With 88% of businesses in the UK utilising cloud services at various levels, more attention is being paid to IT systems and infrastructure than ever before. A Virtual Data Centre, also known as a VDC, is the virtual equivalent of building a real physical data centre. VDCs were created as a way of scaling, to support enterprise workloads, and to deal with the problems introduced when supporting large-scale applications in the public cloud. VDCs are not just the application workloads in the cloud but also the network, management, security and infrastructure. They also usually provide a private connection back to an on-premises network or data centre. The best way to think of a Virtual Data Centre is as an all-encompassing collection of cloud services designed for enterprise users.
Whilst both the public cloud and physical data centres have their uses, with the surge in cloud-based computing as a whole, it is time all organisation looked into the benefits of virtual data centres.
Businesses which have a stagnant IT infrastructure, or one that struggles to evolve or grow, often cannot keep up with competitors, respond to market opportunities or adapt to customer demands.
The cloud has been harnessed by many businesses due to its ability for greater business agility and virtual data centres are built on this same capability. Their functionality has allowed organisations worldwide to surpass competitors, get products out more quickly, meet compliance laws and expand appropriately.
Traditional data centres need 24/7 management, eating into the time of business IT teams, whose time could be better spent. Furthermore, IT specialists come at a price. Virtual data centres remove the need to spend on extra specialist staff whilst freeing up your internal IT team and putting money back into the organisation’s budget.

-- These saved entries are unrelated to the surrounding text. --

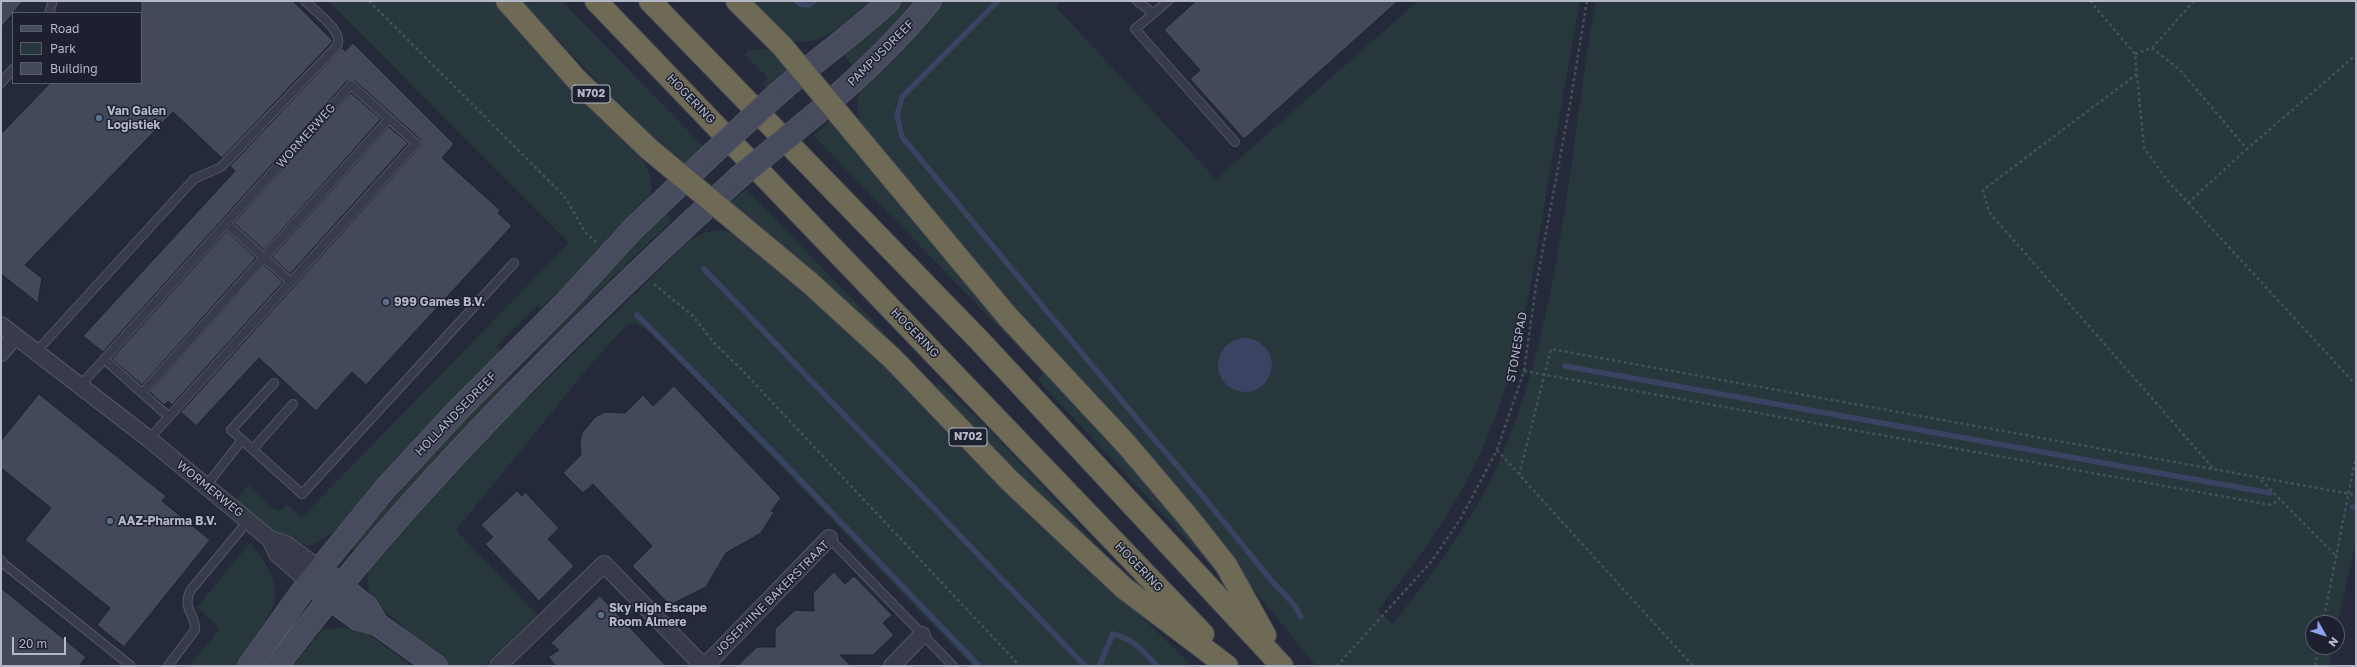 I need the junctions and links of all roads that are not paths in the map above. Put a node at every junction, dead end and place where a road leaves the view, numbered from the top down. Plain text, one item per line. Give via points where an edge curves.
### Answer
1 (53, 1) edge
2 (305, 1) edge
3 (507, 1) edge
4 (596, 1) edge
5 (650, 1) edge
6 (737, 1) edge
7 (889, 1) edge
8 (930, 1) edge
9 (1137, 1) edge
10 (1168, 1) edge
11 (49, 12) edge
12 (1153, 13) junction
13 (12, 70) edge
14 (802, 71) junction
15 (1, 83) edge
16 (830, 103) junction
17 (389, 119) junction
18 (1235, 142) dead end
19 (684, 179) junction
20 (711, 203) junction
21 (227, 224) junction
22 (264, 257) junction
23 (514, 263) dead end
24 (291, 282) junction
25 (1, 325) edge
26 (15, 336) junction
27 (36, 352) junction
28 (1, 353) edge
29 (104, 359) junction
30 (274, 383) dead end
31 (80, 386) junction
32 (142, 393) junction
33 (293, 404) dead end
34 (169, 418) junction
35 (149, 439) junction
36 (242, 440) junction
37 (253, 449) junction
38 (206, 486) junction
39 (248, 521) junction
40 (829, 538) joint
41 (1, 560) edge
42 (314, 575) junction
43 (333, 592) junction
44 (922, 635) junction
45 (131, 666) edge
46 (168, 666) edge
47 (249, 666) edge
48 (277, 666) edge
49 (436, 666) edge
50 (498, 666) edge
51 (704, 666) edge
52 (892, 666) edge
53 (953, 666) edge
54 (1227, 666) edge
55 (1233, 666) edge
56 (1282, 666) edge

1 - 11 lane
2 - 27 lane via 336,32 339,40 337,46 220,167 194,179
3 - 19 highway, N702 via 577,80
4 - 55 highway, HOGERING / N702
5 - 56 highway via 980,341
6 - 14 highway via 782,46
7 - 14 main road
8 - 16 main road, PAMPUSDREEF via 910,26
9 - 12 lane
10 - 12 lane
12 - 18 lane via 1135,29
13 - 15 lane
14 - 16 highway
14 - 19 main road, HOLLANDSEDREEF, bridge
16 - 20 main road, PAMPUSDREEF, bridge
16 - 56 highway via 1008,317 1127,445 1188,517 1226,565
17 - 21 lane, WORMERWEG via 351,85
17 - 22 lane
17 - 24 lane, WORMERWEG via 416,143
19 - 20 highway, N702
19 - 42 main road, HOLLANDSEDREEF via 385,489
20 - 43 main road via 526,381 435,476
20 - 54 highway, N702 via 810,283 893,359 1010,481 1124,588
21 - 22 lane
21 - 29 lane, WORMERWEG
22 - 24 lane
22 - 32 lane
23 - 37 lane via 302,494
24 - 34 lane, WORMERWEG
25 - 26 street, WORMERWEG
26 - 27 street, WORMERWEG
26 - 28 street
27 - 31 street, WORMERWEG
29 - 31 lane, WORMERWEG
29 - 32 lane
30 - 36 lane via 231,430
31 - 35 street, WORMERWEG
32 - 34 lane
33 - 37 lane
34 - 35 lane, WORMERWEG
35 - 38 street, WORMERWEG
36 - 37 lane
36 - 38 lane
38 - 39 street, WORMERWEG
39 - 42 street, WORMERWEG via 270,539 286,544
39 - 46 lane via 190,591 187,604 195,630
40 - 44 lane, JOSEPHINE BAKERSTRAAT
40 - 51 street, JOSEPHINE BAKERSTRAAT
41 - 45 lane
42 - 43 main road
42 - 47 main road, HOLLANDSEDREEF
43 - 48 main road
43 - 49 main road via 358,619 377,624
44 - 52 street
44 - 53 lane, JOSEPHINE BAKERSTRAAT
50 - 51 street, JOSEPHINE BAKERSTRAAT via 604,564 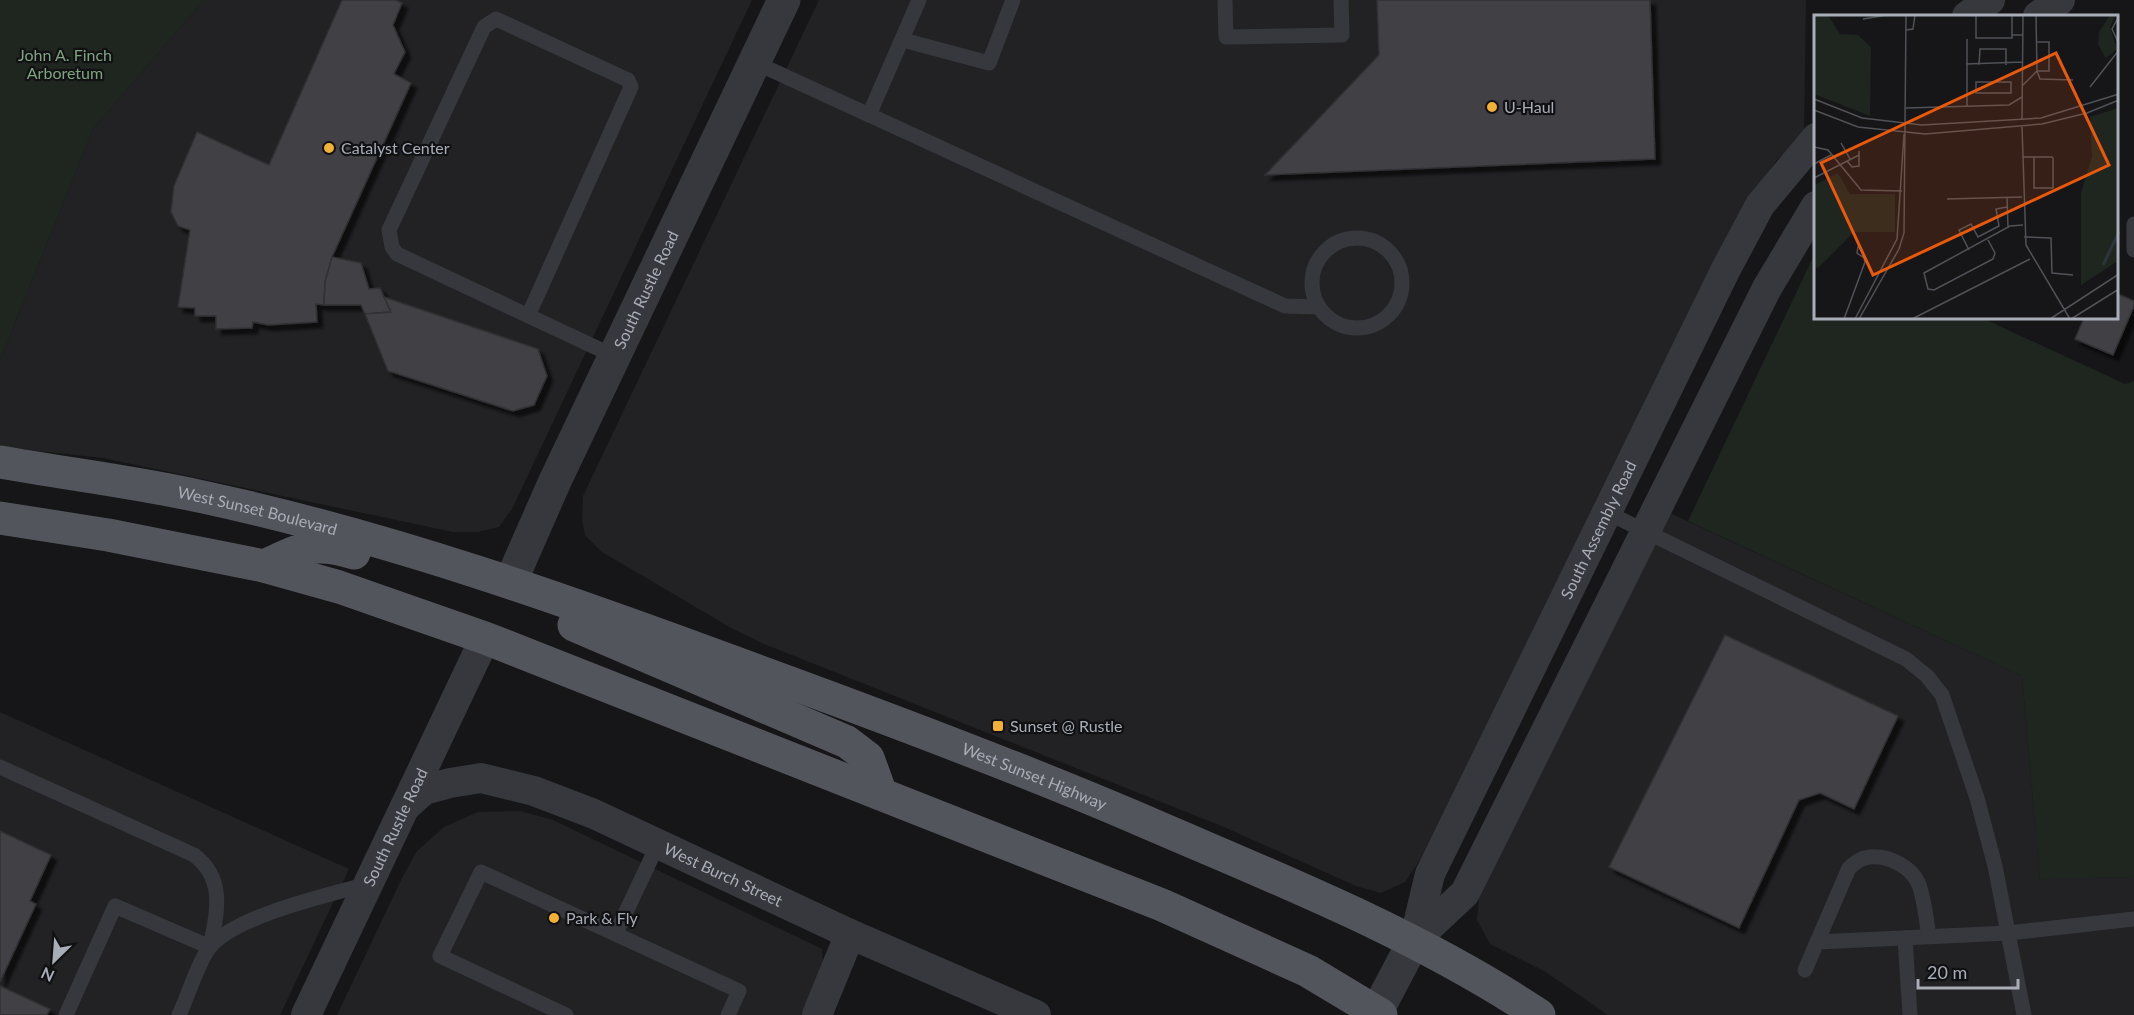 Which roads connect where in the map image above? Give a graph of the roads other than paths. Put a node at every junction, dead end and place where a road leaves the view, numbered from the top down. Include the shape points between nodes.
1 (784, 0) edge
2 (919, 0) edge
3 (1013, 0) edge
4 (1225, 0) edge
5 (1341, 0) edge
6 (1990, 0) edge
7 (2060, 0) edge
8 (1968, 15) edge
9 (2039, 15) edge
10 (903, 40) junction
11 (754, 62) junction
12 (869, 115) junction
13 (1814, 140) edge
14 (1814, 209) edge
15 (2134, 224) edge
16 (2134, 250) edge
17 (1318, 306) junction
18 (528, 316) junction
19 (614, 356) junction
20 (0, 462) edge
21 (1606, 512) junction
22 (0, 518) edge
23 (1644, 532) junction
24 (264, 566) junction
25 (511, 581) junction
26 (484, 638) junction
27 (0, 767) edge
28 (881, 794) junction
29 (406, 806) junction
30 (658, 844) junction
31 (369, 884) junction
32 (2134, 920) edge
33 (616, 933) junction
34 (2008, 933) junction
35 (850, 934) junction
36 (1929, 936) junction
37 (1905, 938) junction
38 (1414, 941) junction
39 (1817, 942) junction
40 (210, 947) junction
41 (1805, 970) dead end
42 (1377, 1014) edge
43 (66, 1015) edge
44 (179, 1015) edge
45 (306, 1015) edge
46 (566, 1015) edge
47 (728, 1015) edge
48 (817, 1015) edge
49 (1036, 1015) edge
50 (1539, 1015) edge
51 (1910, 1015) edge
52 (2024, 1015) edge

1 - 11 street, South Rustle Road
2 - 10 lane
3 - 10 lane via 989,63
4 - 5 lane via 1226,37 1342,35
6 - 8 street
7 - 9 street
10 - 12 lane
11 - 12 lane
11 - 19 street, South Rustle Road
12 - 17 lane via 1285,306
13 - 21 street, South Assembly Road via 1760,205
14 - 23 street, South Assembly Road via 1767,288
15 - 16 lane
17 - 17 lane via 1312,292 1312,277 1326,250 1339,242 1362,238 1383,246 1401,270 1400,299 1392,312 1368,327 1340,325 1327,318
18 - 18 lane via 397,254 389,238 389,230 484,27 496,19 628,80 631,87
18 - 19 lane
19 - 25 street, South Rustle Road
20 - 25 main road, West Sunset Boulevard via 202,496 353,534
21 - 23 lane
21 - 38 street, South Assembly Road via 1430,874
22 - 24 main road
23 - 34 lane via 1906,659 1927,676 1942,695 1977,798
23 - 38 street, South Assembly Road via 1465,893
24 - 25 main road via 305,548 329,545 470,590 498,592
24 - 26 main road via 339,587
25 - 28 main road via 562,620 847,742 868,758
25 - 38 main road, West Sunset Highway via 887,718 1065,788
26 - 28 main road
26 - 29 street, South Rustle Road
27 - 40 lane via 194,855 208,866 216,898
28 - 42 main road via 1251,944 1308,971
29 - 30 street, West Burch Street via 424,790 481,778 562,801
29 - 31 street, South Rustle Road
30 - 33 lane
30 - 35 street, West Burch Street
31 - 40 lane via 303,902 239,926
31 - 45 street, South Rustle Road
32 - 34 lane
33 - 46 lane via 481,872 440,956
33 - 47 lane via 739,991
34 - 36 lane
34 - 52 lane
35 - 48 street
35 - 49 street, West Burch Street
36 - 37 lane
36 - 39 lane via 1920,886 1914,876 1906,868 1877,856 1862,858 1849,868
37 - 39 lane
37 - 51 lane
38 - 42 street, South Assembly Road
38 - 50 main road, West Sunset Highway
39 - 41 lane
40 - 43 lane via 115,906
40 - 44 lane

Unless you are part of the IT team, the best IT infrastructure is the one nobody talks about. Silence means that the service in place is providing a seamless and uninterrupted experience. Whilst some organisations with physical data centres can struggle when the system goes down, virtual data centres provide higher levels of uptime.
With more and more companies taking the green approach to business, many are moving towards virtual data centres. Not only does this mean you will be reducing the carbon footprint left on the planet by your company but also improve relations with customers who will be impressed by such a commitment to caring for the environment.
From fires, flooding and robberies to hackers and ransomware attacks, traditional data centres are at risk of it all. Whilst virtual data centres aren’t immune to disasters, they are monitored every hour of every day by expert staff and engineers who are ready to jump in should they be needed. Many issues can be halted in their tracks, preventing a disaster from occurring. Furthermore, the time it takes to get back up and running after an event is much quicker.
If your business isn’t fully operating in the cloud yet, a move to a virtual data centre is a great first step into migrating your business to full cloud services. Many organisations find that the virtual machines and virtual technology help them form a cloud-based mindset, which is particularly useful for members of staff who are used to dealing with physical IT infrastructure.